------ RECORD SET ------
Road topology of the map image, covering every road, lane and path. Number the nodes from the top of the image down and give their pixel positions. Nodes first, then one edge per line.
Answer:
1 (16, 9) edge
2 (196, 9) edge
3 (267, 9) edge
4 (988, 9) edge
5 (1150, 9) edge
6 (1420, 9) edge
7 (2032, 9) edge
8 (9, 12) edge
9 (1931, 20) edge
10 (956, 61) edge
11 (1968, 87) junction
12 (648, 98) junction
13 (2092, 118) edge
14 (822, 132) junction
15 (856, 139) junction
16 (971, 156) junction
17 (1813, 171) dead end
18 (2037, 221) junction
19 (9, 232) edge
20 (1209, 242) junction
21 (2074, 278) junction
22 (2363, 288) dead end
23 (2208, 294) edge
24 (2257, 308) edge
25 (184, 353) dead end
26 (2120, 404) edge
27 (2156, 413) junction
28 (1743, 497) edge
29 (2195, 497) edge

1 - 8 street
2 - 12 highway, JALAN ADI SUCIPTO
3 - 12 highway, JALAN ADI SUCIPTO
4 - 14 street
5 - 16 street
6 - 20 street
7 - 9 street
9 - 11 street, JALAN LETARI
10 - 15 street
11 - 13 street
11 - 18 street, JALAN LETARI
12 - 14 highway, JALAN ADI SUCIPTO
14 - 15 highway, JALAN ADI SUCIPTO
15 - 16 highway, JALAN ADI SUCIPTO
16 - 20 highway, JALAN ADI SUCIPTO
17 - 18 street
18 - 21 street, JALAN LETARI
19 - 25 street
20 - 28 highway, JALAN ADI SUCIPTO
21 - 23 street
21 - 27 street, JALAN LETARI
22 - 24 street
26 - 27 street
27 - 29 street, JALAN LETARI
------
• _REQUIRED WORK_
Your answer should reproduce each line of the listing that holds the word "dead".

• _WRITTEN SOLUTION_
17 (1813, 171) dead end
22 (2363, 288) dead end
25 (184, 353) dead end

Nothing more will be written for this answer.